If faces are being detected more accurately at fast RTs than houses, what features of the stimuli are causing this increase in accuracy? Faces have significantly less inter-exemplar variability than houses. It is possible that the invariance of face stimuli allows tighter tuning in cortex, leading to more accurate, robust, and efficient detection. If the invariability in our stimuli is causing the effects seen in the experiments, it is possible that other stimulus categories with limited variability could tap into a rapid mechanism. If other categories of stimuli could be capable of tapping into the rapid mechanism, are faces really special or is expertise what is important in order to develop “expert” face-processing capabilities? Several studies have highlighted how important experience is in the processing of faces. For example, cataracts that substantially decrease visual input from reaching the right hemisphere in infancy impair “expert” face processing from completely developing (Le Grand, Mondloch, Maurer, & Brent, 2003). There is also evidence that perceptual narrowing and other complex aspects of face processing continue to emerge over the first year of life, substantiating the hypothesis that experience is important in face processing (Kelley, Quinn, Slater, Lee, Ge, & Pascalis, 2008; Sai, 2005). However, other researchers have found that the cortex responds to faces extremely quickly after birth (Tzourio-Mazoyer et al., 2002), and dispute the experience hypothesis (McKone, Crookes, Jeffery, & Dilks, 2012). Our results could suggest that other categories of stimuli with limited variability and increased experience could tap into this rapid route.

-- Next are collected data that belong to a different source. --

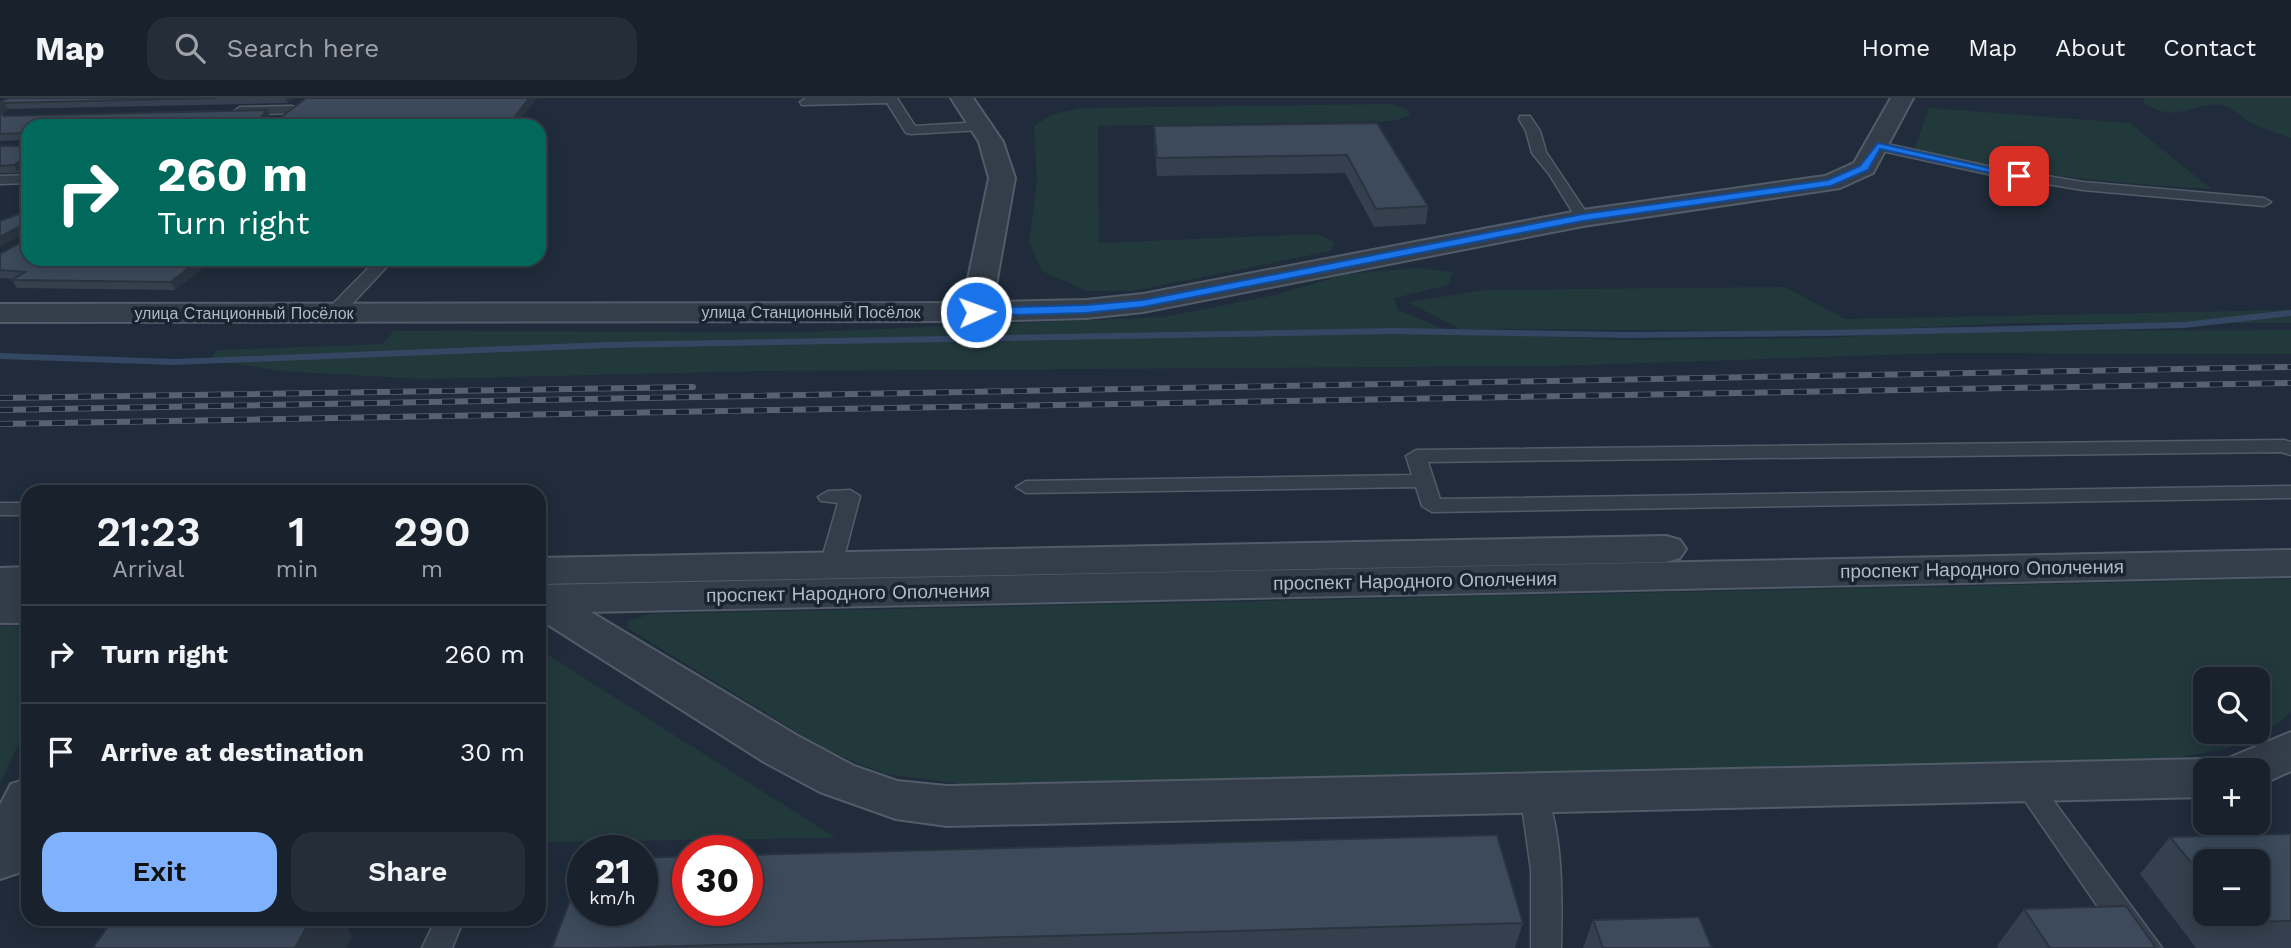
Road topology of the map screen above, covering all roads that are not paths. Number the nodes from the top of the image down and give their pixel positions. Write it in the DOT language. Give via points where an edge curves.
graph roads {
  1 [pos="962,98"];
  2 [pos="1902,98"];
  3 [pos="806,102"];
  4 [pos="223,111"];
  5 [pos="279,119"];
  6 [pos="1525,119"];
  7 [pos="981,126"];
  8 [pos="1878,146"];
  9 [pos="21,179"];
  10 [pos="0,180"];
  11 [pos="2264,202"];
  12 [pos="1583,218"];
  13 [pos="379,266"];
  14 [pos="976,312"];
  15 [pos="0,313"];
  16 [pos="333,314"];
  17 [pos="2291,449"];
  18 [pos="1424,481"];
  19 [pos="1026,487"];
  20 [pos="2291,492"];
  21 [pos="828,497"];
  22 [pos="0,509"];
  23 [pos="21,509"];
  24 [pos="2291,537"];
  25 [pos="2291,562"];
  26 [pos="831,565"];
  27 [pos="546,570"];
  28 [pos="21,581"];
  29 [pos="0,582"];
  30 [pos="546,599"];
  31 [pos="546,603"];
  32 [pos="0,609"];
  33 [pos="21,609"];
  34 [pos="2291,750"];
  35 [pos="2270,760"];
  36 [pos="2193,778"];
  37 [pos="2027,784"];
  38 [pos="1533,792"];
  39 [pos="21,813"];
  40 [pos="0,858"];
  41 [pos="447,926"];
  42 [pos="438,948"];
  43 [pos="1546,948"];
  44 [pos="2147,948"];
  1 -- 7 [label="street"];
  2 -- 8 [label="street, улица Станционный Посёлок"];
  3 -- 7 [label="lane" via="891,99 911,130"];
  4 -- 5 [label="lane" via="295,107"];
  6 -- 12 [label="lane" via="1539,153"];
  7 -- 14 [label="street" via="1002,178"];
  8 -- 11 [label="lane" via="2071,184"];
  8 -- 12 [label="street, улица Станционный Посёлок" via="1864,168 1831,183"];
  9 -- 10 [label="lane"];
  12 -- 14 [label="street, улица Станционный Посёлок" via="1143,303"];
  13 -- 16 [label="lane"];
  14 -- 16 [label="street, улица Станционный Посёлок"];
  15 -- 16 [label="street, улица Станционный Посёлок"];
  17 -- 18 [label="lane" via="1416,456"];
  18 -- 19 [label="lane"];
  18 -- 20 [label="lane" via="1433,506"];
  21 -- 26 [label="lane" via="850,496"];
  22 -- 23 [label="lane"];
  24 -- 26 [label="street, проспект Народного Ополчения"];
  25 -- 30 [label="street, проспект Народного Ополчения"];
  26 -- 27 [label="street, проспект Народного Ополчения"];
  28 -- 29 [label="street"];
  31 -- 38 [label="street" via="780,749 837,779 895,800 1011,806"];
  32 -- 33 [label="street"];
  34 -- 35 [label="street"];
  36 -- 37 [label="street"];
  37 -- 38 [label="street"];
  37 -- 44 [label="lane"];
  38 -- 43 [label="lane" via="1544,837"];
  39 -- 40 [label="street"];
  41 -- 42 [label="lane"];
}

Another theoretical framework that our results could be considered in is the dual-process theory. Proponents of dual-process theories have suggested that there are two processes involved in cognition, the first an unconscious process (often thought of as procedural learning), and the second a conscious, effortful process (i.e., explicit learning) (Barrett, Tugade, & Engle, 2004). In the categorization literature, others have proposed a dual process model specific to categorization (COVIS), which has a procedural learning component and a cognitively demanding, verbal hypothesis-driven component, mediated by the executive network (Ashby, Alfonso-Reese, Turken, & Waldron, 1998; Maddox & Ing, 2005). It could be that faces access a rapid procedural mechanism while slower categorization is dominated by the explicit process. However, other researchers have criticized COVIS (Newell, Dunn, & Kalish, 2011). From our current data is impossible to determine whether our results are reflective of a dual process theory or are the result of a single process that is more robust to faces. Future work should seek to examine this.

Conclusions

In conclusion, faces were detected with greater accuracy at fast RTs than houses, when they are distinct from the foil stimuli. Our data do not offer any support that these results are due to the contributions of the retinocollicular pathway, suggesting that an alternative route to cortex is involved in the rapid detection of faces.